Tornando al Como, in caso di ingresso nelle coppe il club si troverebbe inevitabilmente a fare i conti anche con le UEFA Club Licensing and Financial Sustainability Regulations (il pacchetto di norme che dal 2022 ha sostituito il cosiddetto Fair Play Finanziario). Un tema da considerare, ricordando che il bilancio al 30 giugno 2025 si è chiuso con un rosso di 105 milioni di euro.

Tuttavia, secondo quanto appreso da Calcio e Finanza, per il primo anno non ci sarebbero problemi, mentre dalla stagione successiva, in caso di presenza nelle coppe, verrebbe stipulato un Settlement Agreement con la UEFA. Un caso simile ha riguardato recentemente l’Aston Villa, che dopo anni di assenza dalle coppe europee, nella stagione 2022/23 ha ottenuto la qualificazione alla Conference League.

I Villans hanno partecipato al torneo nel 2023/24 e a settembre 2024 la UEFA ha avviato un’indagine nei loro confronti. Sulla base di questo procedimento, l’Aston Villa ha siglato un settlement agreement triennale – annunciato a giugno 2025 –, con sanzioni sia economiche sia sportive che si estenderanno fino alla stagione 2027/28.

Un eventuale accordo con la UEFA – che potrebbe durare dai due ai quattro anni, a seconda della situazione – rimarrebbe valido anche qualora il Como non si qualificasse a una delle tre coppe europee nelle successive stagioni, con il club sottoposto a monitoraggio. Da capire chiaramente anche come si evolveranno i ricavi per i lariani, considerando che l’approdo in Champions League darebbe un boost importante al fatturato, un dato che influenza anche lo “squad cost ratio”, la norma che prende in esame l’importo speso per la rosa e l’allenatore della prima squadra tra stipendi e commissioni per i trasferimenti nette rispetto ai ricavi rettificati. L’introduzione di questa norma è stata graduale e prevedeva una soglia massima del 90% nell’anno solare 2023, prima di passare all’80% nel 2024 e al 70% dal 2025 in avanti.

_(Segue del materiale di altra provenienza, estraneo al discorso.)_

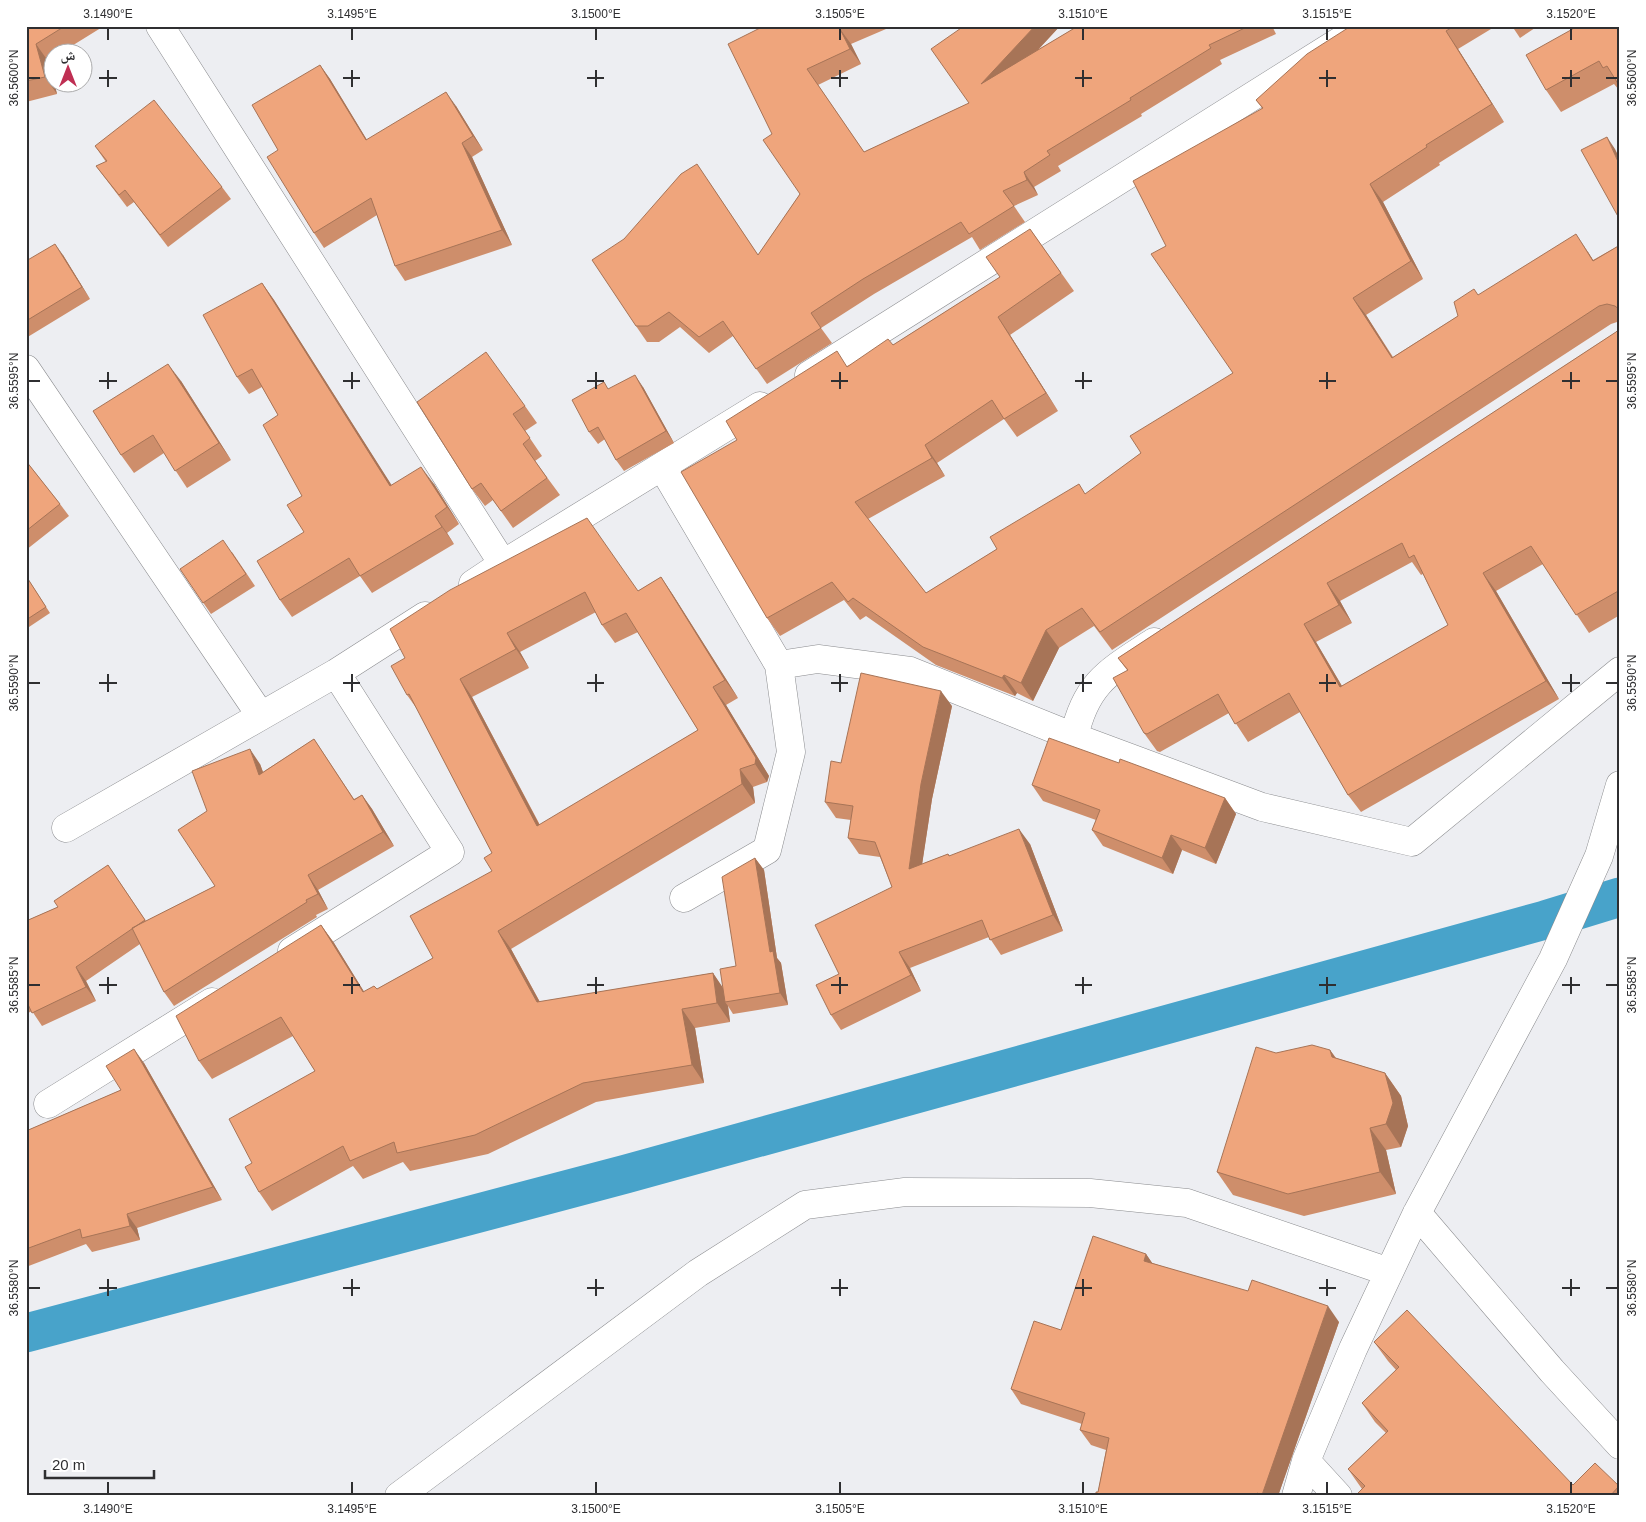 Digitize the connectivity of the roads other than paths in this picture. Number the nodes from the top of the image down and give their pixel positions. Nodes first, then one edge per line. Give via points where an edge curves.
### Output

Insomma, parecchia carne al fuoco per un club che fino alla stagione 2023/24 militava in Serie B e che presto potrebbe diventare protagonista delle migliori notti europee. E proprio per questo, il Como non rimane a guardare anche sul fronte commerciale, dove ha impostato una strategia da affiancare alla crescita della rosa e dei risultati sportivi. In occasione di Milano-Cortina 2026, la società ha aperto due “temporary store”: uno Cortina d’Ampezzo e uno vicino alla centralissima Piazza San Babila, a Milano.